Let’s say that Sally gave you the following information:

The current CTR for the version currently on the website is approximately 0.5%.
She’s hoping that the new version will increase the CTR to 1%.
A false positive rate of 5% is acceptable for hypothesis testing.

So we’re trying to detect a 0.5% increase in CTR. This difference is referred to as an effect and the size of the difference is called the effect size. What do we need to do in order to detect this effect?

The Null Model

As with every hypothesis test, we need a null hypothesis \((H_0)\). In our case, our null hypothesis would be that “there is no difference in CTR between version A and B.” We then set out to find evidence that leads us to reject \(H_0\) or, if we fail to gather such evidence, fail to reject it. We can draw a model to represent \(H_0\) in the form of a Normal distribution. We can use a Normal distribution since we are modelling the sampling distribution of the difference between proportions. We know that this Normal distribution should be centred at zero since \(H_0\) states that there is no difference between the proportions. But what standard deviation do we use?

Population vs Sample

Let’s sidetrack for a moment to clarify population vs. sample in the context of website data. It’s easy to think that all the data collected by your webserver represent the population data but from a statistical point of view, you’ve only collected data that represent one possible reality. In other words, if you were to clean out all your data and start over, you’d simply have another sample.

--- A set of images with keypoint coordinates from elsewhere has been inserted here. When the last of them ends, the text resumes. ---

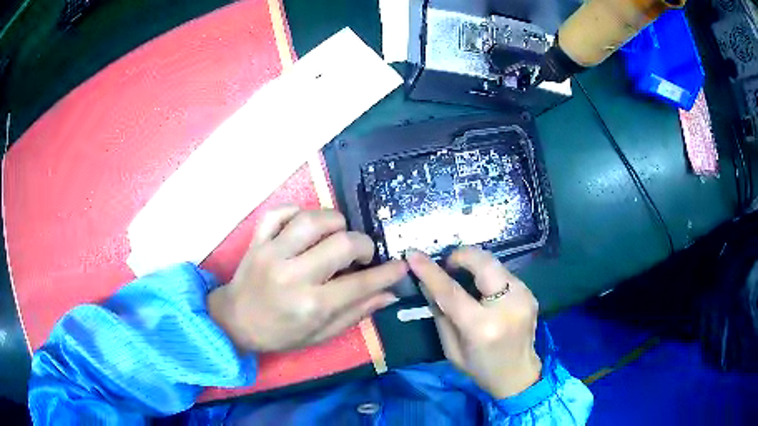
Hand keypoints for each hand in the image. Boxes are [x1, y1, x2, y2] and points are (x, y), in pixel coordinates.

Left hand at [208, 205, 406, 352]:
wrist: (235, 321)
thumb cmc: (280, 333)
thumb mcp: (321, 334)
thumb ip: (356, 313)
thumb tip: (389, 294)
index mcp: (311, 305)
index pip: (360, 283)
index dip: (387, 273)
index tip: (400, 265)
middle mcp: (293, 275)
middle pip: (341, 243)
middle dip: (363, 245)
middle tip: (363, 254)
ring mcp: (272, 253)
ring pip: (312, 219)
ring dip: (335, 222)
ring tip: (338, 235)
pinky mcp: (257, 240)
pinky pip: (280, 212)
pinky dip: (298, 212)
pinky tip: (307, 225)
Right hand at [407, 247, 541, 398]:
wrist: (518, 374)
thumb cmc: (480, 367)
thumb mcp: (451, 348)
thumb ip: (440, 314)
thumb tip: (426, 284)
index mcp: (482, 327)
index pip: (452, 292)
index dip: (430, 271)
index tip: (413, 255)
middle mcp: (507, 306)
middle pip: (483, 263)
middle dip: (460, 255)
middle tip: (447, 265)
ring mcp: (523, 297)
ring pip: (494, 263)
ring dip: (474, 264)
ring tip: (461, 275)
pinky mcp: (530, 293)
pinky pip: (503, 273)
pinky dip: (487, 274)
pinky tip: (481, 288)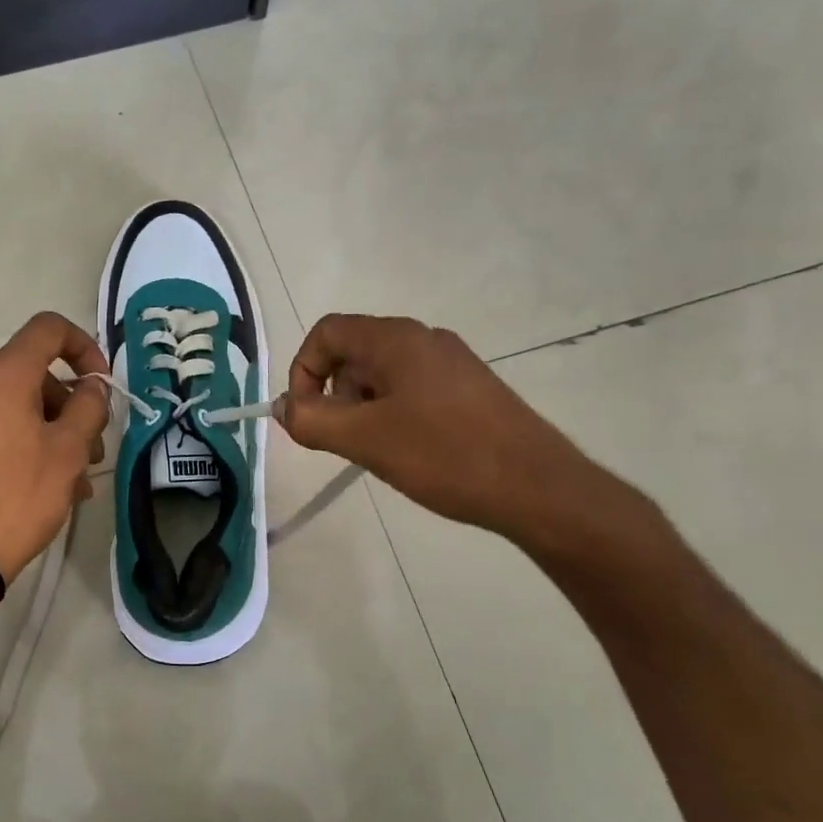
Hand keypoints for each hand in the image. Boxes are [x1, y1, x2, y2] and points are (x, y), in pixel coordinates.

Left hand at [0, 312, 110, 586]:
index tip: (102, 384)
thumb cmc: (20, 495)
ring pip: (20, 406)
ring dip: (55, 431)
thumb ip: (89, 406)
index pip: (49, 329)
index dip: (85, 347)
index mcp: (3, 374)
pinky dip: (29, 443)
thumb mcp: (70, 450)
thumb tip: (92, 385)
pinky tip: (51, 485)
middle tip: (95, 448)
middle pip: (36, 374)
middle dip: (73, 405)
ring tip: (78, 479)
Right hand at [279, 313, 627, 549]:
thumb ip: (311, 419)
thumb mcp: (365, 439)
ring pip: (382, 375)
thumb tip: (283, 407)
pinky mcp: (469, 389)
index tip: (306, 416)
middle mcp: (423, 339)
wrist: (538, 488)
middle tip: (344, 439)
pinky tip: (410, 452)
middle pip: (353, 353)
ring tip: (378, 451)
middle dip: (334, 395)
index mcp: (396, 339)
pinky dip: (393, 415)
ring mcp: (451, 363)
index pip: (327, 333)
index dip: (303, 371)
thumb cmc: (445, 455)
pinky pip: (411, 390)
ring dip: (362, 409)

Since we are dealing with a sample, we need to determine the standard error of the difference between proportions for versions A and B.

SE of the Difference between Proportions	SE of the Difference between Means
\(SE = \sqrt{\dfrac{\hat{p}_a \hat{q}_a}{n_a} + \dfrac{\hat{p}_b \hat{q}_b}{n_b}} \)	\(SE = \sqrt{\dfrac{s_a^2}{n_a} + \dfrac{s_b^2}{n_b}} \)
\(\hat{p}_a\), CTR for Version A \(\hat{p}_b\), CTR for Version B \(\hat{q}_a = 1 - \hat{p}_a\) \(\hat{q}_b = 1 - \hat{p}_b\) \(n_a\), sample size for Version A \(n_b\), sample size for Version B	\(s_a\), sample std. dev. for Version A \(s_b\), sample std. dev. for Version B \(n_a\), sample size for Version A \(n_b\), sample size for Version B

We know the current CTR for Version A is 0.005 and we would like the CTR for Version B to increase a half of a percent to 0.01.

\(\hat{p}_a=0.005\)
\(\hat{p}_b=0.01\)
\(\hat{q}_a=1-\hat{p}_a=1-0.005=0.995\)
\(\hat{q}_b=1-\hat{p}_b=1-0.01=0.99\)

Now, let’s assume we had randomly served each version 1000 times to website visitors by assigning each visitor randomly to either version A or version B with equal probability. We can now calculate the standard error of the difference between proportions (for 1000 visitors in each group).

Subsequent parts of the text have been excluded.